A reminder that ‘the arts’ still exist even though we’ve been deprived and starved of it for what seems like a lifetime. I’ve had conversations with friends about how I missed going to concerts, but along the way, I got so used to not going that it felt like I didn’t miss it anymore. But seeing Sparky and the Misfits playing their brief gig in front of a couple of dozen spectators and whoever might be passing by, the sound of LIVE music reminds me of the feeling I get when going to a concert, and it makes me long for a world where art and culture and performances can come back to the fore again, though I fear these kinds of events might get more expensive in the future as those industries have lost so much money during the pandemic that they’ll have to make up for it somehow. Like travelling – which I also fear will be more expensive in the future.

When I saw Sparky and the Misfits in December, they had a different bass player and a trumpet player, but otherwise, the line-up consists of the same guitarist, pianist, and tap-dancing singer. The repertoire is of old Victorian-style dancehall songs and old jazzy standards. They begin today’s set with Shimmy Like My Sister Kate, an upbeat delight that gets the tap-dancer tapping so keenly that it seems like the shimmying ‘sister Kate’ that the piano player sings about is her. 

I’m not the only person on Columbia Road today who find relief in this rare case of live music. The people around me are smiling and bobbing along to the music, and three children in yellow raincoats dance merrily along to the music. This moment signifies community and joy. It’s like coming out of our caves after hibernation or out of the dungeons after an air raid. If this sounds like hyperbole and overdramatization, it isn’t. Lockdowns and pandemics are no joking matters, and the art-starved citizens are hungry for entertainment that isn’t digitalized but alive 3-dimensional and not just streamed entertainment from a computer screen.

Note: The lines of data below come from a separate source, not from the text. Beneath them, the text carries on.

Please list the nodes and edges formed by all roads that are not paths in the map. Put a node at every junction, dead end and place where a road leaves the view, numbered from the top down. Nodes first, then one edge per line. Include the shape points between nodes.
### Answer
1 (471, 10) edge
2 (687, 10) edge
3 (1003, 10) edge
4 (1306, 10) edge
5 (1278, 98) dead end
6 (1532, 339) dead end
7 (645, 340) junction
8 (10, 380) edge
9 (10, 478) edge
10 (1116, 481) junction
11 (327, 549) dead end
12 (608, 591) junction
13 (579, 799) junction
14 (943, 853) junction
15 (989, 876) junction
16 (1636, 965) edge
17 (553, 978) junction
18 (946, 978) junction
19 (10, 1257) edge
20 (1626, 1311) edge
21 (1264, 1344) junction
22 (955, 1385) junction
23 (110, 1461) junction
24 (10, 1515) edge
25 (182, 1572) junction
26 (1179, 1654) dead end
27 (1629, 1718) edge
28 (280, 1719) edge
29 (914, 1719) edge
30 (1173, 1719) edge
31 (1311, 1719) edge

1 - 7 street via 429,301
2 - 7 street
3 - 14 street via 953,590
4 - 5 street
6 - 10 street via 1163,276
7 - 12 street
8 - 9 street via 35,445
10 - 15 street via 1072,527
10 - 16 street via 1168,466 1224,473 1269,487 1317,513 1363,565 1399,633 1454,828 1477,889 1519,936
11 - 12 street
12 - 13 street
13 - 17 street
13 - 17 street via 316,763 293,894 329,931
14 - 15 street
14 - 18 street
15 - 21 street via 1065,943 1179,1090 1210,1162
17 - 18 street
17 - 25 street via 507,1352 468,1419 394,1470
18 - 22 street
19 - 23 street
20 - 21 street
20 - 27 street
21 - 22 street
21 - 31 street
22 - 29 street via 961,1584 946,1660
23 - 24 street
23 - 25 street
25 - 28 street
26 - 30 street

I go to the nearest cafe to buy a bagel to break my ten-pound note so I can give the band a fiver. This is more than I would typically give to a street band, but I’m so grateful for this moment that I think a fiver is worth it. I have to leave before they finish their set, as I have to meet a friend for a walk in the sun, But I leave feeling energized in a way I haven’t been for the longest time. It’s not just the sun shining down on me. It’s the occasion. The togetherness. The spirit. There’s a sense of hope and optimism to be found in moments like these, moments that are priceless and impossible really to convey in words.